From 8f3915908e39ece6572198decb16d91a76de6947 Mon Sep 17 00:00:00 2001
From: Tom Lane <t...@sss.pgh.pa.us>
Date: Sun, 11 May 2025 13:09:53 -0400
Subject: [PATCH v1 04/11] Silence complaints about leaked catcache entries.

Put the dlist_node fields of catctup and catclist structs first.
This ensures that the dlist pointers point to the starts of these
palloc blocks, and thus that Valgrind won't consider them
"possibly lost".

This is a hack, since it implies a similar requirement for every other
struct that we chain into slists or dlists (unless there are other
pointers to them, as there are for the CatCache structs).  But there
is no other obvious alternative.  Fixing these two places seems to be
enough to silence all such Valgrind complaints in simple test cases.

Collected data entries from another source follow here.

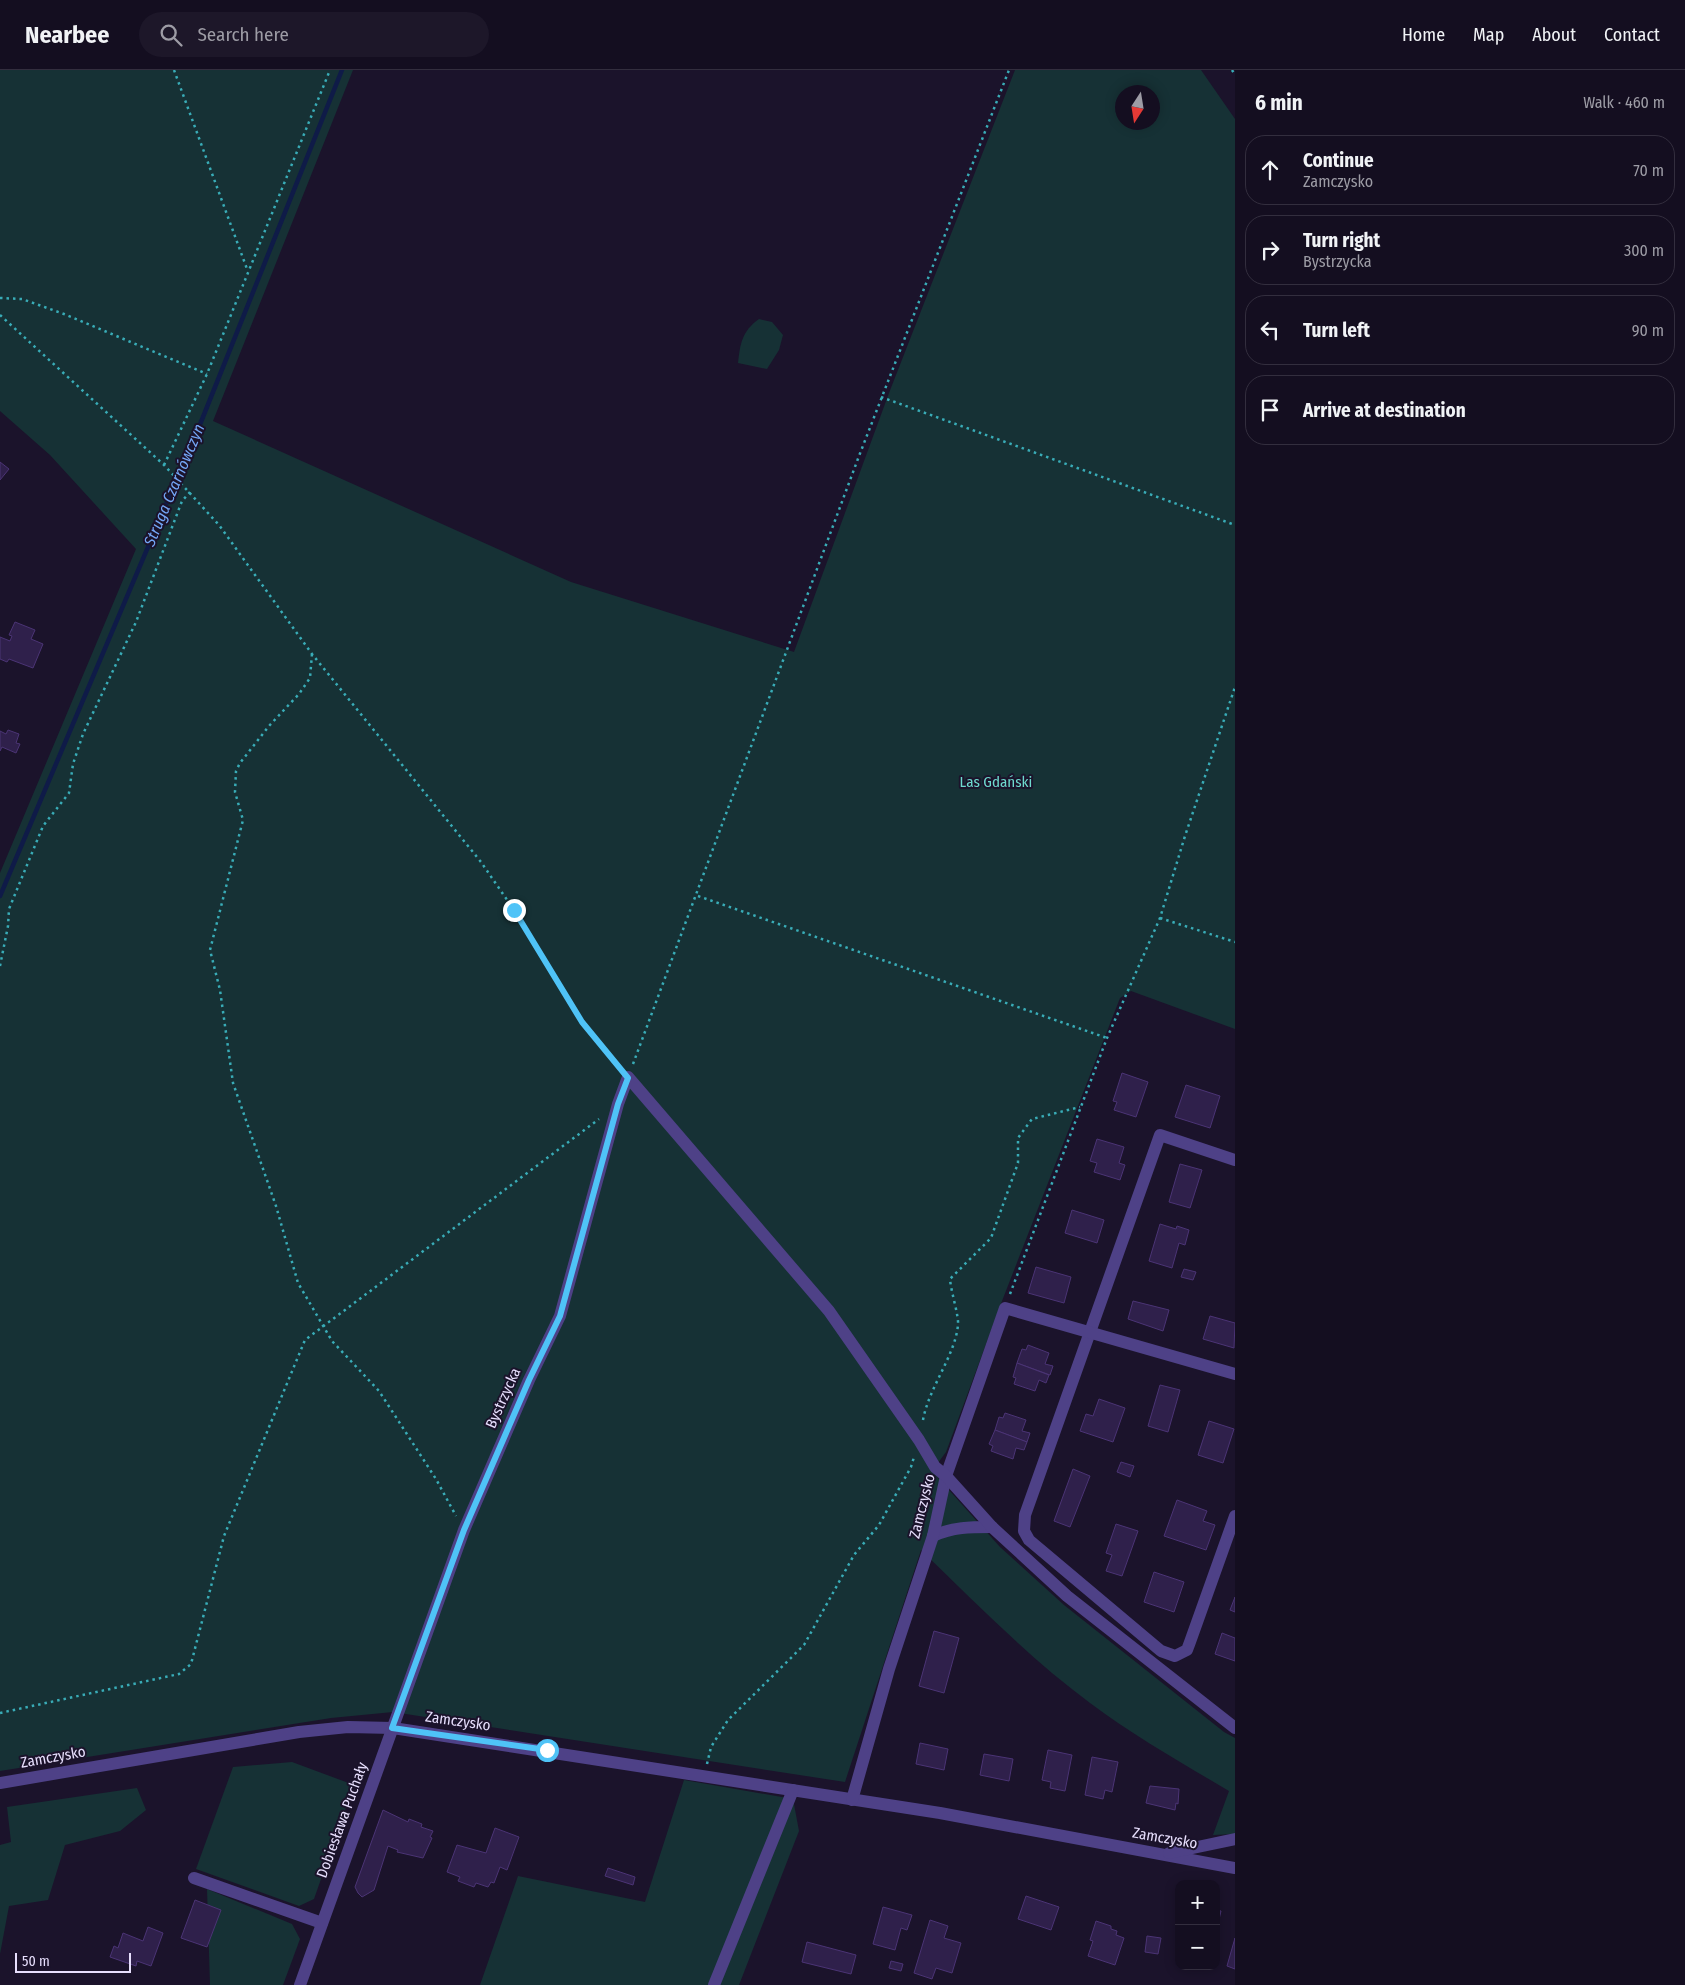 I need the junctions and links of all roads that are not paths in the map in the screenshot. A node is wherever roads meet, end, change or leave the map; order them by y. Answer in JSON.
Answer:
{"nodes":[{"id":1,"x":1235,"y":1160,"type":"edge"},
{"id":2,"x":1090,"y":1332,"type":"junction"},
{"id":3,"x":1235,"y":1374,"type":"edge"},
{"id":4,"x":946,"y":1476,"type":"junction"},
{"id":5,"x":1235,"y":1516,"type":"edge"},
{"id":6,"x":992,"y":1527,"type":"junction"},
{"id":7,"x":933,"y":1536,"type":"junction"},
{"id":8,"x":392,"y":1728,"type":"junction"},
{"id":9,"x":1235,"y":1728,"type":"edge"},
{"id":10,"x":0,"y":1782,"type":"edge"},
{"id":11,"x":793,"y":1790,"type":"junction"},
{"id":12,"x":852,"y":1800,"type":"junction"},
{"id":13,"x":1235,"y":1839,"type":"edge"},
{"id":14,"x":1161,"y":1854,"type":"junction"},
{"id":15,"x":1235,"y":1868,"type":"edge"},
{"id":16,"x":194,"y":1878,"type":"dead end"},
{"id":17,"x":322,"y":1923,"type":"junction"},
{"id":18,"x":300,"y":1985,"type":"edge"},
{"id":19,"x":714,"y":1985,"type":"edge"}],
"edges":[{"from":1,"to":2,"type":"street"},
{"from":2,"to":3,"type":"street"},
{"from":2,"to":4,"type":"street","name":"Zamczysko"},
{"from":2,"to":5,"type":"street"},
{"from":4,"to":6,"type":"street"},
{"from":4,"to":7,"type":"street","name":"Zamczysko"},
{"from":4,"to":8,"type":"street","name":"Bystrzycka"},
{"from":6,"to":7,"type":"street"},
{"from":6,"to":9,"type":"street"},
{"from":7,"to":12,"type":"street","name":"Zamczysko"},
{"from":8,"to":10,"type":"street","name":"Zamczysko"},
{"from":8,"to":11,"type":"street","name":"Zamczysko"},
{"from":8,"to":17,"type":"street","name":"Dobiesława Puchały"},
{"from":11,"to":12,"type":"street","name":"Zamczysko"},
{"from":11,"to":19,"type":"street"},
{"from":12,"to":14,"type":"street","name":"Zamczysko"},
{"from":13,"to":14,"type":"street"},
{"from":14,"to":15,"type":"street","name":"Zamczysko"},
{"from":16,"to":17,"type":"street"},
{"from":17,"to":18,"type":"street","name":"Dobiesława Puchały"}]}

Author: Tom Lane <t...@sss.pgh.pa.us>
Discussion: https://postgr.es/m/285483.1746756...@sss.pgh.pa.us
---
 src/include/utils/catcache.h | 23 ++++++++++++++---------
 1 file changed, 14 insertions(+), 9 deletions(-)

diff --git a/src/include/utils/catcache.h b/src/include/utils/catcache.h
index 277ec33c00b..00808e23f49 100644
--- a/src/include/utils/catcache.h
+++ b/src/include/utils/catcache.h
@@ -87,6 +87,14 @@ typedef struct catcache
 
 typedef struct catctup
 {
+	/*
+	 * Each tuple in a cache is a member of a dlist that stores the elements
+	 * of its hash bucket.  We keep each dlist in LRU order to speed repeated
+	 * lookups.  Keep the dlist_node field first so that Valgrind understands
+	 * the struct is reachable.
+	 */
+	dlist_node	cache_elem;		/* list member of per-bucket list */
+
 	int			ct_magic;		/* for identifying CatCTup entries */
 #define CT_MAGIC   0x57261502
 
@@ -98,13 +106,6 @@ typedef struct catctup
 	 */
 	Datum		keys[CATCACHE_MAXKEYS];
 
-	/*
-	 * Each tuple in a cache is a member of a dlist that stores the elements
-	 * of its hash bucket.  We keep each dlist in LRU order to speed repeated
-	 * lookups.
-	 */
-	dlist_node	cache_elem;		/* list member of per-bucket list */
-
 	/*
 	 * A tuple marked "dead" must not be returned by subsequent searches.
 	 * However, it won't be physically deleted from the cache until its
@@ -158,13 +159,17 @@ typedef struct catctup
  */
 typedef struct catclist
 {
+	/*
+	 * Keep the dlist_node field first so that Valgrind understands the struct
+	 * is reachable.
+	 */
+	dlist_node	cache_elem;		/* list member of per-catcache list */
+
 	int			cl_magic;		/* for identifying CatCList entries */
 #define CL_MAGIC   0x52765103
 
 	uint32		hash_value;		/* hash value for lookup keys */
 
-	dlist_node	cache_elem;		/* list member of per-catcache list */
-
 	/*
 	 * Lookup keys for the entry, with the first nkeys elements being valid.
 	 * All by-reference are separately allocated.
-- 
2.43.5

From 206cff7a169626dc32c411751f472c2147cd7a98 Mon Sep 17 00:00:00 2001
From: Tom Lane <t...@sss.pgh.pa.us>
Date: Sun, 11 May 2025 13:14:52 -0400
Subject: [PATCH v1 05/11] Silence complaints about leaked CatCache structs.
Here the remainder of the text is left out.